AU offers new graduate course: Listening as a way of knowing
Students taking Athabasca University’s online Master of Arts – Interdisciplinary Studies (MA-IS) will have an exciting new course option this winter—MAIS 752: Listening as a way of Knowing.
This special topics graduate seminar, titled “Listening as a Way of Knowing: A Course on Sound and Interdisciplinary Research Methods,” is taught by Dr. Mickey Vallee, AU’s Canada Research Chair in Community, Identity, and Digital Media.
The course introduces graduate students to listening as a method for collecting and analyzing data in interdisciplinary research. Researchers have lately turned to sound and listening as a way of knowing events, people, ideas, spaces and times, and to acquaint themselves with the vibrational energies of bodies and/in places.
The past two decades have seen an explosion of scholarly work in sound by writers in the human sciences. There are many histories and ethnographies of listening, studies of soundscape and soundscape design, and a proliferation of books and articles on sound media, sound art, and sound works, as well as a recent interest in the epistemologies of sound and knowing science through the sonic and sonification.
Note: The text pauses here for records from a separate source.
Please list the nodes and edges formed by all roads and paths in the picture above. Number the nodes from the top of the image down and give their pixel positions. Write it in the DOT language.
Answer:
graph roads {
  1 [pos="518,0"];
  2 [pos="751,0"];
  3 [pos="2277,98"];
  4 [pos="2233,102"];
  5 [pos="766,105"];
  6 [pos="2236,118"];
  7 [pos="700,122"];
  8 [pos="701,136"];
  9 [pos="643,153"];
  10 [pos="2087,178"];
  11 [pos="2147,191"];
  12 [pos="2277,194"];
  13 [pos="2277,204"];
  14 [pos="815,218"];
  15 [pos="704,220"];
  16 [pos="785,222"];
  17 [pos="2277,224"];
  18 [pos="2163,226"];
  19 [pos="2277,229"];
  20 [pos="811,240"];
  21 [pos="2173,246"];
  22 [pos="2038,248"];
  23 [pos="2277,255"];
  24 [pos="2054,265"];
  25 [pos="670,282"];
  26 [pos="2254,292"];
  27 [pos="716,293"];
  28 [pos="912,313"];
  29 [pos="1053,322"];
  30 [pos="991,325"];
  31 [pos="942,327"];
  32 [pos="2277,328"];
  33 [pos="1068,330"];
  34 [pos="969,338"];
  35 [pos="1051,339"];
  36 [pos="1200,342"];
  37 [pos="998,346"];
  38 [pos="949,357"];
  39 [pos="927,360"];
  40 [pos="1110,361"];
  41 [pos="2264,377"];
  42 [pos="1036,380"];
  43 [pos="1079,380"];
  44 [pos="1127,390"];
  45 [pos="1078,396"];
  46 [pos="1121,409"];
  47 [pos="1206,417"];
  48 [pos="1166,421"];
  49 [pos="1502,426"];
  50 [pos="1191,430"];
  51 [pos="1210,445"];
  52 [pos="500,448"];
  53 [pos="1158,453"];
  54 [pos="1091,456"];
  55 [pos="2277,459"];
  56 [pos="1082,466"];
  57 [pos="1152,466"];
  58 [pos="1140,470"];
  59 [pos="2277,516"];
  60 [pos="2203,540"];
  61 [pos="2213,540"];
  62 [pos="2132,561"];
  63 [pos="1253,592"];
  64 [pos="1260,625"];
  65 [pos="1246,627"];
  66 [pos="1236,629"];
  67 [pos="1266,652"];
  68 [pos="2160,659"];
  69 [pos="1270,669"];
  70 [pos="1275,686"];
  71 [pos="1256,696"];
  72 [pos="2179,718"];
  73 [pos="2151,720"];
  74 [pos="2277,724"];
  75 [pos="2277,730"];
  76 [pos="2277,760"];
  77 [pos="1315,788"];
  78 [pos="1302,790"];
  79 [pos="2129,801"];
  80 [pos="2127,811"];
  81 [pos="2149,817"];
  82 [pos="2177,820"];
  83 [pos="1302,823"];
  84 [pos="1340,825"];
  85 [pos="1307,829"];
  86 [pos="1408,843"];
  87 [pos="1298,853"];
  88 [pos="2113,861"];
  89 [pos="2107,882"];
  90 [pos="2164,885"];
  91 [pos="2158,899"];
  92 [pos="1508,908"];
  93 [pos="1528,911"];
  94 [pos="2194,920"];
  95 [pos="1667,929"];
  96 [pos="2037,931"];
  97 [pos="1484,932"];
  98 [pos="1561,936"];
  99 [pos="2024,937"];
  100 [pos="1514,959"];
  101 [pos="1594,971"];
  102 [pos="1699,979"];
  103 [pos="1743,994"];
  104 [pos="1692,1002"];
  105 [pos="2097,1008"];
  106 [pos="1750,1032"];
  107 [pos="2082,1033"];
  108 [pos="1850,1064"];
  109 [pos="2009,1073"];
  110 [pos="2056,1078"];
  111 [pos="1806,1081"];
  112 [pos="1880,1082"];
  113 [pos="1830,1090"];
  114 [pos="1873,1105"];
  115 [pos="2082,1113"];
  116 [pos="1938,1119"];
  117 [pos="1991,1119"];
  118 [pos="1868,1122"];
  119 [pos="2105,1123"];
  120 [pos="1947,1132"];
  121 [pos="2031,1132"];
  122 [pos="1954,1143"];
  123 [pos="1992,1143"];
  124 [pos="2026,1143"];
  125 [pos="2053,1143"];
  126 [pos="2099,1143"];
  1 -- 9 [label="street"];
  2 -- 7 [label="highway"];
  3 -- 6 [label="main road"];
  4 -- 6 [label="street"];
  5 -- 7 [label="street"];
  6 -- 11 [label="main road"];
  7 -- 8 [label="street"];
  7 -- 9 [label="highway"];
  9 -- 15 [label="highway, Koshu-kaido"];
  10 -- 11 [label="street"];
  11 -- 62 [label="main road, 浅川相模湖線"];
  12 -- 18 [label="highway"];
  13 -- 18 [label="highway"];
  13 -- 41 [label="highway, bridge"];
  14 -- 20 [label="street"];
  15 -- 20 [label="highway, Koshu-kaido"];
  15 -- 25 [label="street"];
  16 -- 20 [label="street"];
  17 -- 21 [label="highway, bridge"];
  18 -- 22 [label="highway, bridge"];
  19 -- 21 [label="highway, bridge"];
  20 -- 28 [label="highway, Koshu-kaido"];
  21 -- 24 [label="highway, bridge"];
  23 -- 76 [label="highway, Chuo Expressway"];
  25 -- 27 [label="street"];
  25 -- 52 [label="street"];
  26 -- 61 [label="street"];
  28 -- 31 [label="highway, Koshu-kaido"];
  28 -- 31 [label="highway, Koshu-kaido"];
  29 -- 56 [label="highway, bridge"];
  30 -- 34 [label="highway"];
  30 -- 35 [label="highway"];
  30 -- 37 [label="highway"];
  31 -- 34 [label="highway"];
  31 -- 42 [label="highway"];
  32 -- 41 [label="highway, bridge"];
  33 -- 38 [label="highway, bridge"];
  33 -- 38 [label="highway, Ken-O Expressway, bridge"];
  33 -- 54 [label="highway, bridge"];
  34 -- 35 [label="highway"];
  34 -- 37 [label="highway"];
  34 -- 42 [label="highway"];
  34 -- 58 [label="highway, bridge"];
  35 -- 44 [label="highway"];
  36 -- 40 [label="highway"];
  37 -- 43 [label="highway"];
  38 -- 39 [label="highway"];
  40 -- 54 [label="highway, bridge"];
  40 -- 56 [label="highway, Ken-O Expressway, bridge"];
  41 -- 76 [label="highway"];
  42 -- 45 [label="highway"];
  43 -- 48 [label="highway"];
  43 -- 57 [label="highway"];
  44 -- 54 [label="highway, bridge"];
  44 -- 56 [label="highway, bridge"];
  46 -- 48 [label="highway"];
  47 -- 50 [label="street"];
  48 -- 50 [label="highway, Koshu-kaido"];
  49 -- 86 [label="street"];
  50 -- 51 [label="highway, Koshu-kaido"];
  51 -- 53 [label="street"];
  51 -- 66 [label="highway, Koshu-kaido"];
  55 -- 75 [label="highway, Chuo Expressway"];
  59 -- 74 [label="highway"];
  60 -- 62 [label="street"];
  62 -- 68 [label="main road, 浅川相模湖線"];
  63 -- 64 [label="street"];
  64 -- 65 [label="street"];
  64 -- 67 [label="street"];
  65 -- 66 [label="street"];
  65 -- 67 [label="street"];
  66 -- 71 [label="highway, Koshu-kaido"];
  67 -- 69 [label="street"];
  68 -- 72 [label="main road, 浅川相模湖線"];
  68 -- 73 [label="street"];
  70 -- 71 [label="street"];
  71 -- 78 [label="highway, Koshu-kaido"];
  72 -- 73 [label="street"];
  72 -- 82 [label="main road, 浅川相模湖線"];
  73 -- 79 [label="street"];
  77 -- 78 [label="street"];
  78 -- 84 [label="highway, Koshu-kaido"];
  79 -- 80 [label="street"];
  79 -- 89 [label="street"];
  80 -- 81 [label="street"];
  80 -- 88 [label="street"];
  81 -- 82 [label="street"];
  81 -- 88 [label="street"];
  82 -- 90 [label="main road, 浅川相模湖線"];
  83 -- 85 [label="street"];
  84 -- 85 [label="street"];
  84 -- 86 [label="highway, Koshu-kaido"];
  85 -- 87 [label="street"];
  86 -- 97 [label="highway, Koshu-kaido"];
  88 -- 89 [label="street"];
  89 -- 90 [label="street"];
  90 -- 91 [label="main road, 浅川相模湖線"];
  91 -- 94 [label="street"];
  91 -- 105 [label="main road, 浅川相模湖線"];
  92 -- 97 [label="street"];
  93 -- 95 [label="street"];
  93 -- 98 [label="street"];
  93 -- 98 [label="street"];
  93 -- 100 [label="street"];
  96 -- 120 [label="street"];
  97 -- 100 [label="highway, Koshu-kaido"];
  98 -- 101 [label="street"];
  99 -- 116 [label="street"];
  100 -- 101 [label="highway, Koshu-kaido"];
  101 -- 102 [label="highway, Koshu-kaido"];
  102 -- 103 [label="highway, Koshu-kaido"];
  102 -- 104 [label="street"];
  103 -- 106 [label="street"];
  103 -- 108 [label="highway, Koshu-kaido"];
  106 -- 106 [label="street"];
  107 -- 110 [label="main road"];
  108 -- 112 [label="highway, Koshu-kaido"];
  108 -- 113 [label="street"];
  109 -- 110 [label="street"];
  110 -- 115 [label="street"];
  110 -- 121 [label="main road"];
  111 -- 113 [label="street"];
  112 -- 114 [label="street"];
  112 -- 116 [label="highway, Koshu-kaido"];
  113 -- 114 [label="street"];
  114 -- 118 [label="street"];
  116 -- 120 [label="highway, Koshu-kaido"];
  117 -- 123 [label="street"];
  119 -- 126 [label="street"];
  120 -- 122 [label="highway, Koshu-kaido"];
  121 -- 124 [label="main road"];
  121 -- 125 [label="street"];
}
Researchers are rethinking longstanding pieties about the nature of sound and listening, the role of speech, hearing and music in modern life and modern thought, and the relations among the senses. The goal of the seminar will be to map and assess this work, considering how scholars inquire about sound and what important methodological questions might be emerging at this moment. Three ways of knowing through sound will be explored in-depth: field recording, soundwalking, and soundmapping.
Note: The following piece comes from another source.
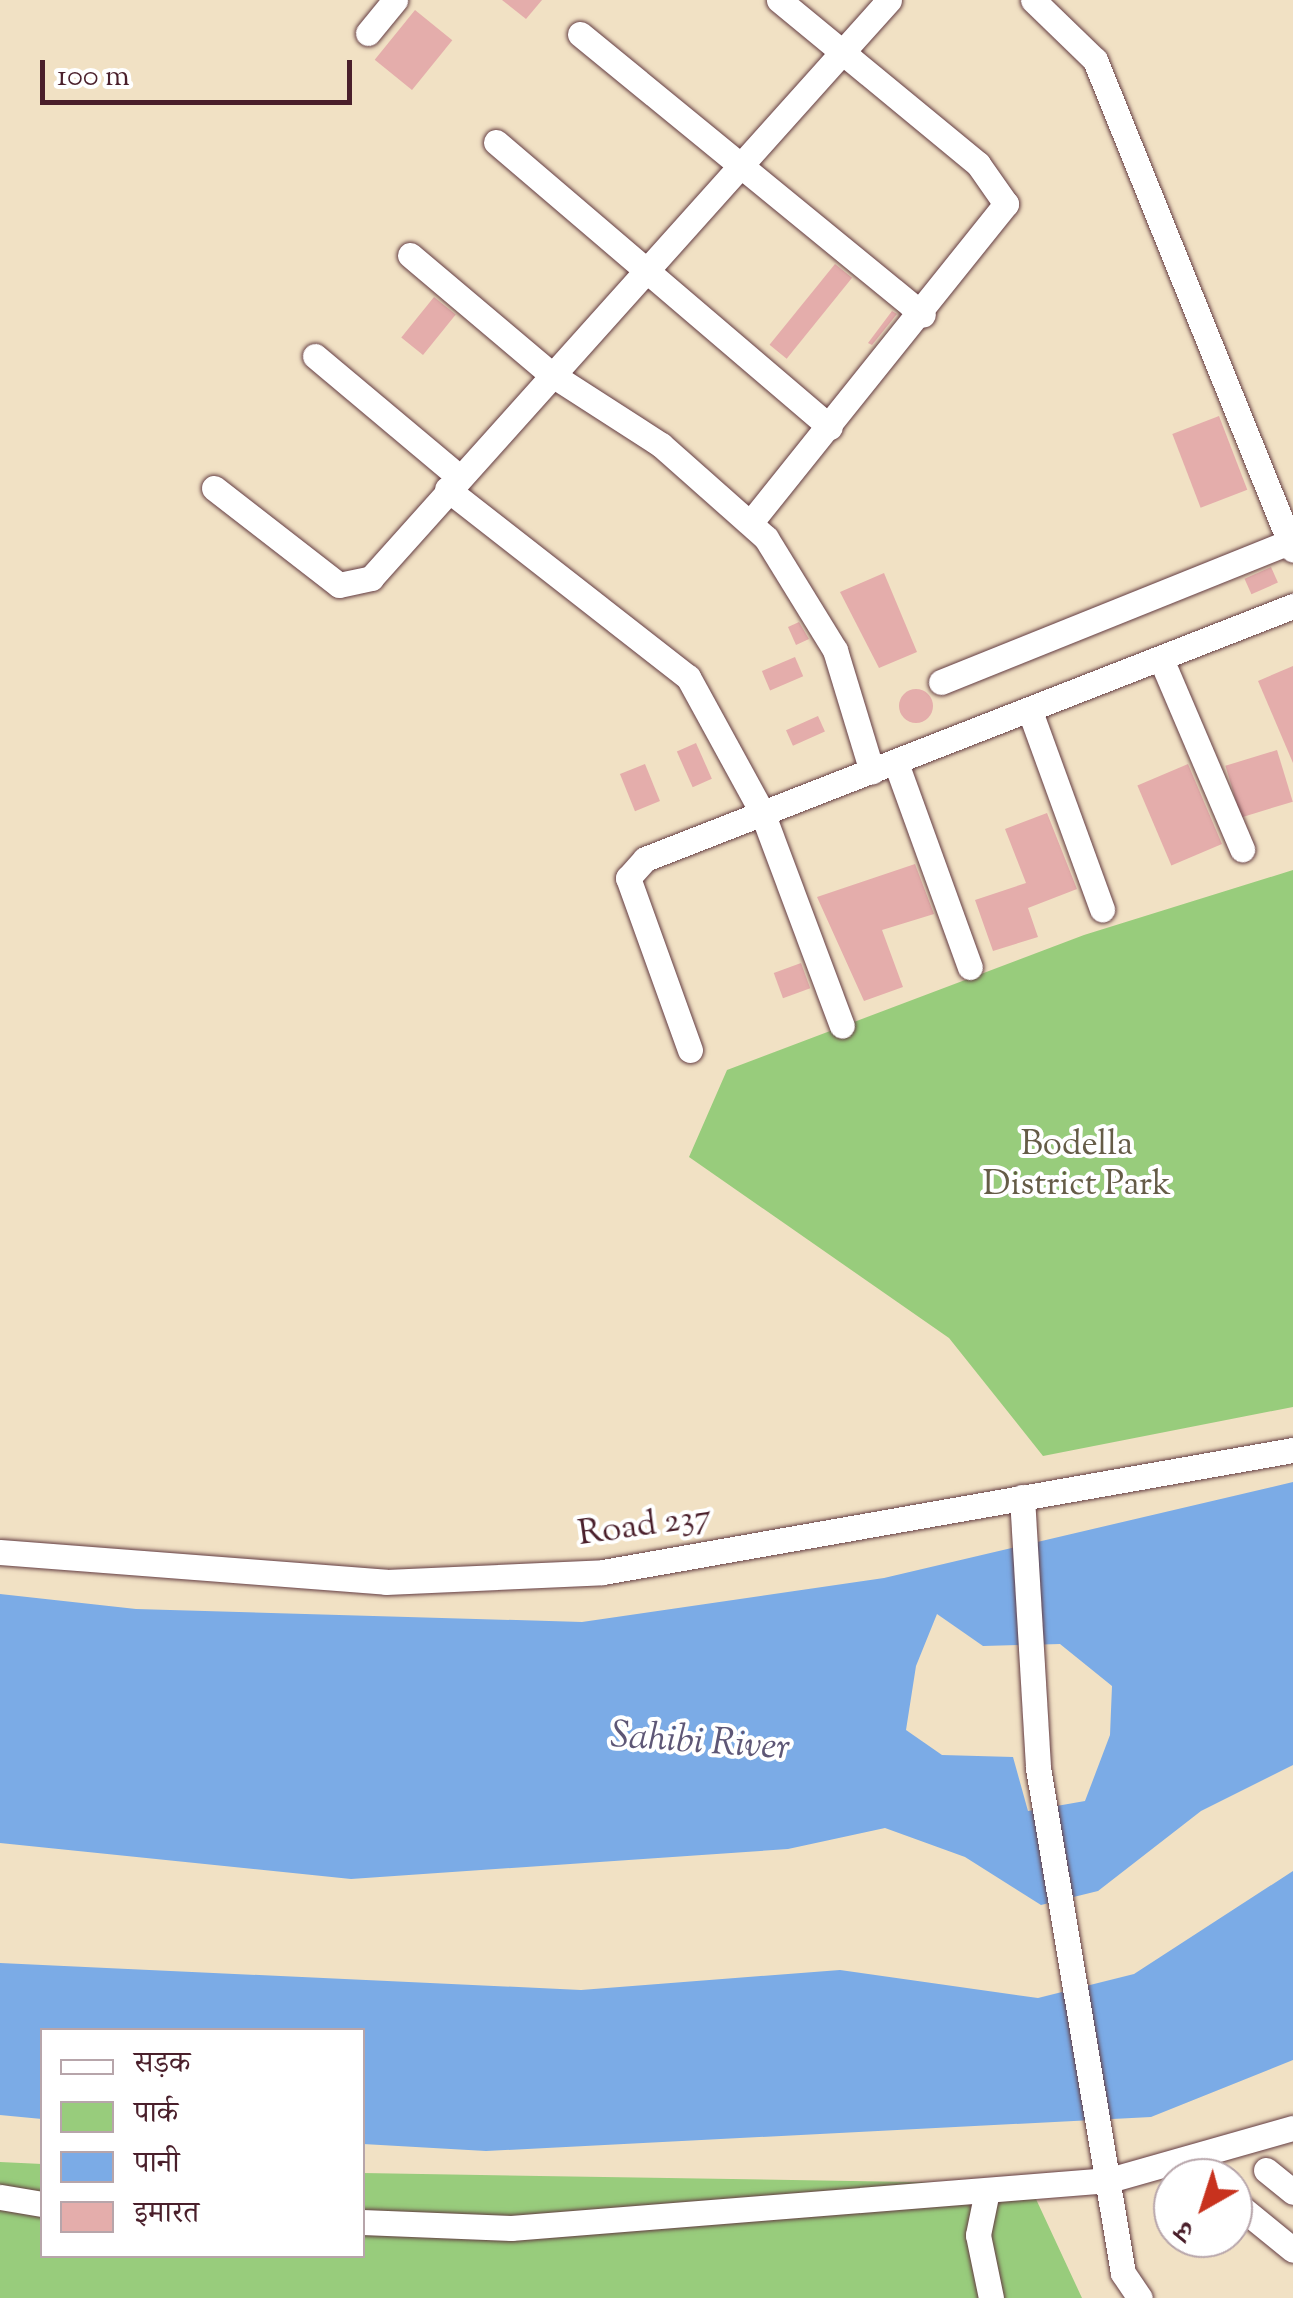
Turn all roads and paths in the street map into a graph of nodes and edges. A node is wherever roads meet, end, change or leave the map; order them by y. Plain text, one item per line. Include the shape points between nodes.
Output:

Students will not be required to have a working familiarity with anything to do with sound. Despite the assignments being sound-based, students will learn that sound methods require very little technical knowledge about sound recording, and very little specialist knowledge about acoustics. The course assumes that students live in and through sound, in some capacity or another, and that sound is a route of access to a student’s subjective research interests.
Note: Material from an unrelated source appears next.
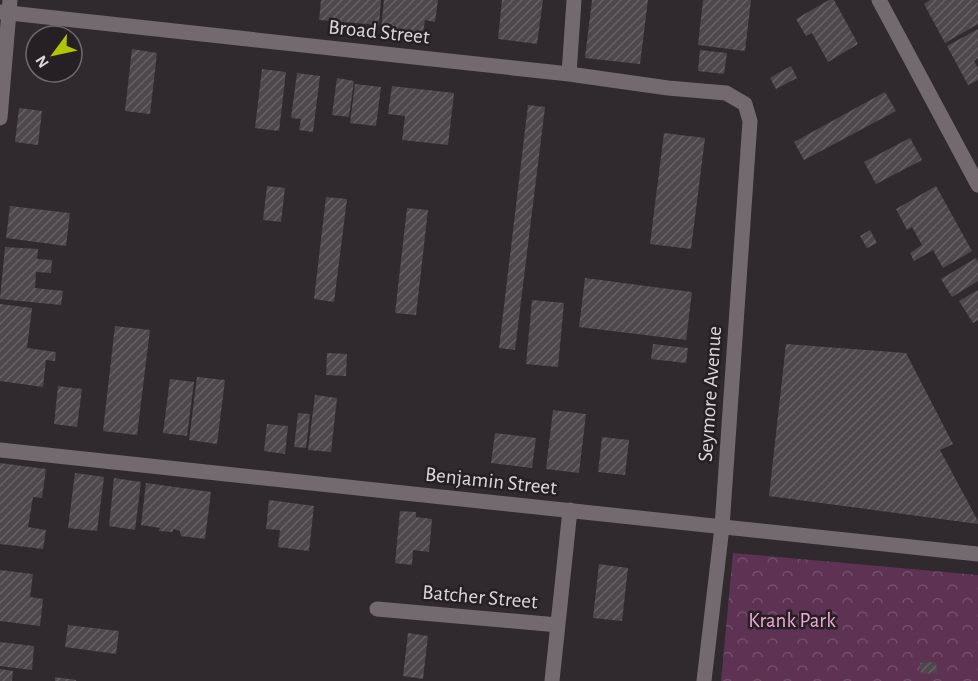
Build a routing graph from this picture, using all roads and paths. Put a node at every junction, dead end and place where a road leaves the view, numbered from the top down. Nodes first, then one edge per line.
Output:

By the end of the course, students will be able to:
- Describe the individual benefits of listening as a research method
- Articulate the main arguments and intellectual directions contemporary sound studies scholars are working with
- Analyze critical theories and their readings of how we know through sound
- Define and pursue individual interests in the scholarly treatment of sound
This online Master of Arts course is open to any graduate student. To register contact the MA-IS program office: email@example.com.
The winter session begins Jan. 6, 2020. Online registrations open Oct. 14 for program students and Nov. 1 for non-program students.
The winter grouped study course registration deadline for all students is Dec. 1 or when the course becomes full.